— Его ты, может, и знаешь, а вот меня навряд ли.
Пастор и Шебештьен — земляки, оба родом из Берегова. Но там они не были знакомы. Пастор служил лесником в окрестностях Сольвы, а Шебештьен работал на кирпичном заводе в Берегове. Они встретились здесь, на Дону, и быстро сдружились. Низкорослый, тощий, вертлявый Шебештьен был лет на пять, на шесть старше Пастора, был он парень тертый, с житейским опытом. Дюла Пастор прислушивался к его советам, хотя не всегда.
Вот и сейчас Дюла предпочел бы закрыть глаза и заткнуть уши. Но слова неудержимо рвались у него с языка.
— Ну, пока я жив, даже если суждено потом околеть…
Дюла, когда бывал сильно раздражен, непременно начинал речь этой фразой.
— Да тебе-то чего подыхать… Уж лучше бы он подох.
— Так пусть я сдохну, но…
— Знаешь, Дюла, сейчас с тобой нелегко столковаться. Ступай поспи минуток двести, потом поговорим.
Фельдфебель Шульц сидел на груде кирпичей. Долго глядел на небо, затянутое непроглядными серыми тучами. Он их не замечал, вынашивая какие-то свои хитроумные планы, и, должно быть, ожесточенно спорил сам с собой. Потом вскочил и забегал взад-вперед.
Из развалин за ним наблюдал Шебештьен.
Шульц почему-то заливисто смеялся.
— Не мешает быть начеку, — услыхав фельдфебельский хохот, проворчал Шебештьен.
Фельдфебель вошел в дом. Он вскарабкался по приставной лестнице на второй этаж, в каморку, которую занимал один, и лег. Постелью ему служила не вонючая солома, а душистая хвоя, аккуратно прикрытая плащ-палаткой.
Шульцу не спалось, время от времени он разражался хохотом. Задуманный план ему нравился.
Но осуществить этот превосходный план фельдфебелю не удалось. Дизентерия свалила и его. Два дня он промучился. Однако, будучи человеком крепким, не роптал и не жаловался — лишь изредка вздыхал, то ли сокрушаясь, что так рано должна оборваться жизнь, то ли с грустью и раскаянием вспоминая, что прожил ее именно так, как его учили в унтер-офицерской школе.
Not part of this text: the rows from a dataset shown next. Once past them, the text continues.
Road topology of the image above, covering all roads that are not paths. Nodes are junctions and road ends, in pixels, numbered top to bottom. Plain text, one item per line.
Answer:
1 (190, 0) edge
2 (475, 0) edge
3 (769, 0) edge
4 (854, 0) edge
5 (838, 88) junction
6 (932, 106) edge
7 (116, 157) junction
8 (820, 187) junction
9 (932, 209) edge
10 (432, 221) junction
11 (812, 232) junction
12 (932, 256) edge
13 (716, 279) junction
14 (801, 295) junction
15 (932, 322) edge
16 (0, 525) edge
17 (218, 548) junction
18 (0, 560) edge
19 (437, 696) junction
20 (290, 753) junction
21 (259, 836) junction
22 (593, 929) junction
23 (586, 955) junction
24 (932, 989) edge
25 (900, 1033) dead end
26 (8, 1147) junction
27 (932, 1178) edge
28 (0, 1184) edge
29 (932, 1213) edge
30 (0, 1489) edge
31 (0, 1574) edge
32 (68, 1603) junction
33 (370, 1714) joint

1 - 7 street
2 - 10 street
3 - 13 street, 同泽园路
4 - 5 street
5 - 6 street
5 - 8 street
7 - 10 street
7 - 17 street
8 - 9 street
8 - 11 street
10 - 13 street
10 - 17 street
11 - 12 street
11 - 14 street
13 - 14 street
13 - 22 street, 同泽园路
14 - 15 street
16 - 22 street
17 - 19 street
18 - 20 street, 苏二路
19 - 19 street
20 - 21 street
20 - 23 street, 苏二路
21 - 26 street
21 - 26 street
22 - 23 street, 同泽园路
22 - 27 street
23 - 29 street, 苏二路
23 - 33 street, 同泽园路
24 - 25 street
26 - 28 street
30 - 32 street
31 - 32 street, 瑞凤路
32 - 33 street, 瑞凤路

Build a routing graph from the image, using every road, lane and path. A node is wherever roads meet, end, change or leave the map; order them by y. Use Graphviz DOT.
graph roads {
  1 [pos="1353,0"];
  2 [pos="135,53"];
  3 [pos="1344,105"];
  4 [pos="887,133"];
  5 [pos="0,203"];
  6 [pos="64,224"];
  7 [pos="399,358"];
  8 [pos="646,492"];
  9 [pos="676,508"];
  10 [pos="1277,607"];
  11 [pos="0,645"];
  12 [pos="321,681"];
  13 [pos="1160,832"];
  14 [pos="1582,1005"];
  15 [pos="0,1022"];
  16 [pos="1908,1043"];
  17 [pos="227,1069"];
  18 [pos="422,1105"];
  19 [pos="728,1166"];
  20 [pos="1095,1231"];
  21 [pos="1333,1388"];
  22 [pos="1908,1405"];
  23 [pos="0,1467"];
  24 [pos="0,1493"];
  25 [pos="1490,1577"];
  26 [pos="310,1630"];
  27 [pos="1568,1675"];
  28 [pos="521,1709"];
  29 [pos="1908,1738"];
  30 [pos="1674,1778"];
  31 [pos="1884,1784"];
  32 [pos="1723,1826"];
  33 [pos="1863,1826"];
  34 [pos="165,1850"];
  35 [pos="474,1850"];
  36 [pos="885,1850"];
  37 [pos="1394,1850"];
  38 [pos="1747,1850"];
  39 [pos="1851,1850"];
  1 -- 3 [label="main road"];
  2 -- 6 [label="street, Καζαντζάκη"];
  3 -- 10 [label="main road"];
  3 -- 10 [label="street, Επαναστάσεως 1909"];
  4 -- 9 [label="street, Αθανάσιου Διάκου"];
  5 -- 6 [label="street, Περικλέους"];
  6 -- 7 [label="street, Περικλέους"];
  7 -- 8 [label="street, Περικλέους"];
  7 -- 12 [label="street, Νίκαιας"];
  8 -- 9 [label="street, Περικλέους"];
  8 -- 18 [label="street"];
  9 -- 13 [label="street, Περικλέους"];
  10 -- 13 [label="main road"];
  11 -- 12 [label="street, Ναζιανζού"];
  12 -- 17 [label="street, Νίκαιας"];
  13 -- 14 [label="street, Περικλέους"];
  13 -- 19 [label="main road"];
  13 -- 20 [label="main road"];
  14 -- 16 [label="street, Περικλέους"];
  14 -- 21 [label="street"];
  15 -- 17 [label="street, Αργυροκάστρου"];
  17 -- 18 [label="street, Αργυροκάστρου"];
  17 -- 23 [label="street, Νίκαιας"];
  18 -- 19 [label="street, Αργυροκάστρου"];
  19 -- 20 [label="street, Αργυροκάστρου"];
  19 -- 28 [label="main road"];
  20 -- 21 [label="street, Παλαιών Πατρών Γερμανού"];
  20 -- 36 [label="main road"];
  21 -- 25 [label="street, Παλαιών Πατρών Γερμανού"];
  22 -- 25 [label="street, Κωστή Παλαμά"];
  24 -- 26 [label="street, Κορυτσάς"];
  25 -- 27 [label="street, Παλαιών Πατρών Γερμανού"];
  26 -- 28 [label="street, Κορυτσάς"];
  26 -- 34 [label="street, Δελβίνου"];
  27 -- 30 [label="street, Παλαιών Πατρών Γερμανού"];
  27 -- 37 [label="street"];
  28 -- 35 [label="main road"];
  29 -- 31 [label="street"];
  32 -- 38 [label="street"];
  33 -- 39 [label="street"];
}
А может, его грызла досада, что взлелеянный им план остался всего лишь планом.
Рано поутру на третьи сутки Шульц вызвал к себе Пастора.
— Ближе, ближе, Дюла, у меня нет сил кричать. Только не подходи слишком близко, а то подцепишь эту мерзость.
— Ну что вы, господин фельдфебель! Не так уж это опасно.
— Для кого и не опасно, а вот меня, видно, докопает. Но я позвал тебя не затем, чтобы плакаться. Командование… гм… господа офицеры про нас забыли. Если даже я протяну ноги, нового командира вам все равно не пришлют. Поэтому, как меня зароешь, сейчас же принимай роту.
— Ну что вы, что вы, господин фельдфебель! Через пару дней встанете. Небось, еще так приметесь нас муштровать, что небу жарко станет.
Фельдфебель неожиданно завыл и прикрыл глаза. Он дышал тяжело, лицо пожелтело, под глазами образовались черные провалы, губы посинели.
Немного погодя он снова приподнял веки и долго с печалью и укоризной смотрел на Дюлу.
— Что ты мне крутишь голову, Дюла Пастор? Тем более сейчас, когда я решил тебе довериться. Я хочу, чтобы после моей смерти командование ротой принял именно ты. Ты парень твердый, а выполнить мой последний приказ сумеет только твердый и смелый человек. Слушай меня внимательно, Пастор!
— Слушаю, господин фельдфебель. Но если вы опять заговорите о смерти, я уйду.
— Не уйдешь… Так вот, запомни!.. Сразу, как меня схороните, покидайте это проклятое логово. Идите в деревню, где расположен штаб ближайшего полка. Но только в госпиталь не являйтесь… Рассейтесь по жилым домам, несите в них дизентерию и тиф. Понял? Когда будут заражены и деревня и штаб, веди роту туда, где дислоцирован штаб ближайшей дивизии. Распространяйте заразу и там… Потом двигайтесь дальше…
— Да у вас жар, господин фельдфебель!
— Сам знаю, что жар, окачурюсь наверняка. Но если валяюсь в жару я, если околевать приходится мне, пускай всех кидает в жар, пусть все подыхают! Заразите всех! Понял? — прохрипел фельдфебель Шульц. — Всю страну, весь мир!.. Пусть все сгниют!..
На другой день на рассвете фельдфебеля схоронили.
А еще через два дня, в ночь с двенадцатого на тринадцатое января, Красная Армия открыла ураганный огонь по венгерским позициям.